Clinton sees international partnerships as essential tools for using American influence and lessening the chances of war. That is an approach rooted in a U.S. tradition of bipartisan support for institutions such as NATO, whose value and future Trump says should not be taken for granted.
Trump has tried to keep his focus on fear. In his acceptance speech at the Republican National Convention he decried "war and destruction." He said the long-volatile and often violent Middle East is now "worse than it has ever been before," suggesting Americans are increasingly at risk.
He mocks Clinton's experience as a member of Obama's war Cabinet, labeling her legacy at the State Department as "death, destruction, terrorism and weakness."
She questions Trump's reliability. "He loses his cool at the slightest provocation," she said in her acceptance speech at the Democratic National Convention. "Imagine him in the Oval Office facing a real crisis. A man you can bait with a tweet is not a man we can trust with nuclear weapons."
The commander in chief's responsibility in the nuclear arena is not traditionally a hot-button issue on the campaign trail. But it has arisen more regularly this time, mainly because the Democrats see Trump as vulnerable to voter doubts about whether he could be trusted to use nuclear restraint.
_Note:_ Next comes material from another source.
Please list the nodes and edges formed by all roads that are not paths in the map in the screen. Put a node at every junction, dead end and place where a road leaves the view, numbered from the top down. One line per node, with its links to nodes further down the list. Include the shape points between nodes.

He raised eyebrows during a Republican primary debate when he seemed unaware of the nuclear "triad," the bombers, submarines and long-range missiles that have comprised the three basic pieces of the American nuclear arsenal for more than 50 years.
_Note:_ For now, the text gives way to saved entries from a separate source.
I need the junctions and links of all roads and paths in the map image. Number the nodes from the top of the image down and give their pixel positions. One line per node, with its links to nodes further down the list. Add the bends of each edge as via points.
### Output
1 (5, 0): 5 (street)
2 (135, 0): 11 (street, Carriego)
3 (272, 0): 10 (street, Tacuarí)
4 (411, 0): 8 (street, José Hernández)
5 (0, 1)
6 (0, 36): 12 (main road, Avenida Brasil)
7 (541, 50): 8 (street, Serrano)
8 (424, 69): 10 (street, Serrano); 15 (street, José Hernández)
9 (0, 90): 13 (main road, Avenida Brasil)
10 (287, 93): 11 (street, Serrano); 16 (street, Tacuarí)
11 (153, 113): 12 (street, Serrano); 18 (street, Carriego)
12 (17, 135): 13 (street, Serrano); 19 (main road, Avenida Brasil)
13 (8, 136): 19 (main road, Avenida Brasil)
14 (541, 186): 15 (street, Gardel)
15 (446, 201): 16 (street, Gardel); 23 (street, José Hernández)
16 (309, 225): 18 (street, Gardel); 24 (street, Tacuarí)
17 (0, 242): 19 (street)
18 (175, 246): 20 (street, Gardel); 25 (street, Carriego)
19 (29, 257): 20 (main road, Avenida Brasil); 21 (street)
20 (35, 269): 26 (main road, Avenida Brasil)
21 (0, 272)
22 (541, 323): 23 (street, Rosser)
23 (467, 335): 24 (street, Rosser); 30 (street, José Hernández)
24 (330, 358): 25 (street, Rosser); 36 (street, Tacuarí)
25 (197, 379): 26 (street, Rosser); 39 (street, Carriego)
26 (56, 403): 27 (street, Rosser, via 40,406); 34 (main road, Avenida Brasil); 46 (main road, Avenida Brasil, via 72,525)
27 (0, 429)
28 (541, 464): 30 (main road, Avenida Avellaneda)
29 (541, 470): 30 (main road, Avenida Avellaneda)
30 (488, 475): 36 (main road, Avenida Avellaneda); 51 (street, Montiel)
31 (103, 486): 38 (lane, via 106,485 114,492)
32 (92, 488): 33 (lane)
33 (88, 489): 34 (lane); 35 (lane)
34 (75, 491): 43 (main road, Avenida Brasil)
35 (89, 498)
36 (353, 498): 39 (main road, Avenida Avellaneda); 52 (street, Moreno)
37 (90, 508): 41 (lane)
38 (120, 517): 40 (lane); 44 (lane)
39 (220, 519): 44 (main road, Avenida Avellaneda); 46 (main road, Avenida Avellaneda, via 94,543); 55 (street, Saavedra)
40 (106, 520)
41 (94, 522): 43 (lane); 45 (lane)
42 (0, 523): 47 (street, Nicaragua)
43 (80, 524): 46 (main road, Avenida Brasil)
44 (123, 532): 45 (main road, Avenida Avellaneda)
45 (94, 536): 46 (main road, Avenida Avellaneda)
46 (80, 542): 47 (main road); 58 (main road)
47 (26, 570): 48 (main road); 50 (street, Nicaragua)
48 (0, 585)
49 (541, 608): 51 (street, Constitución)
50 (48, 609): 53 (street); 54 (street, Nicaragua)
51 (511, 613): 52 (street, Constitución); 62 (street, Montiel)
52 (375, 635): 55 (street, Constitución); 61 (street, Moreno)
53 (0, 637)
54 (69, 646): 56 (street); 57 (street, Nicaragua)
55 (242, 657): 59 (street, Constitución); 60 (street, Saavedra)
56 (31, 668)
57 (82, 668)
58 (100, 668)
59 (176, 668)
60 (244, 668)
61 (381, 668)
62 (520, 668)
Through her supporters, including retired military officers, Clinton has pushed back on Trump's claim that he alone has the right formula for keeping America secure.
"She, as no other, knows how to use all instruments of American power, not just the military, to keep us all safe and free," John Allen, the retired U.S. Marine Corps general and former presidential envoy to the international coalition aligned against the Islamic State, told the Democratic National Convention.
Allen presented a counterpoint to Trump's top military supporter, retired Lt. Gen. Michael Flynn, former director of the Defense Intelligence Agency. In his address to the Republican National Convention, Flynn doubled down on Trump's portrayal of Clinton as unqualified to be president. He blamed her for "bumbling indecisiveness, willful ignorance and total incompetence."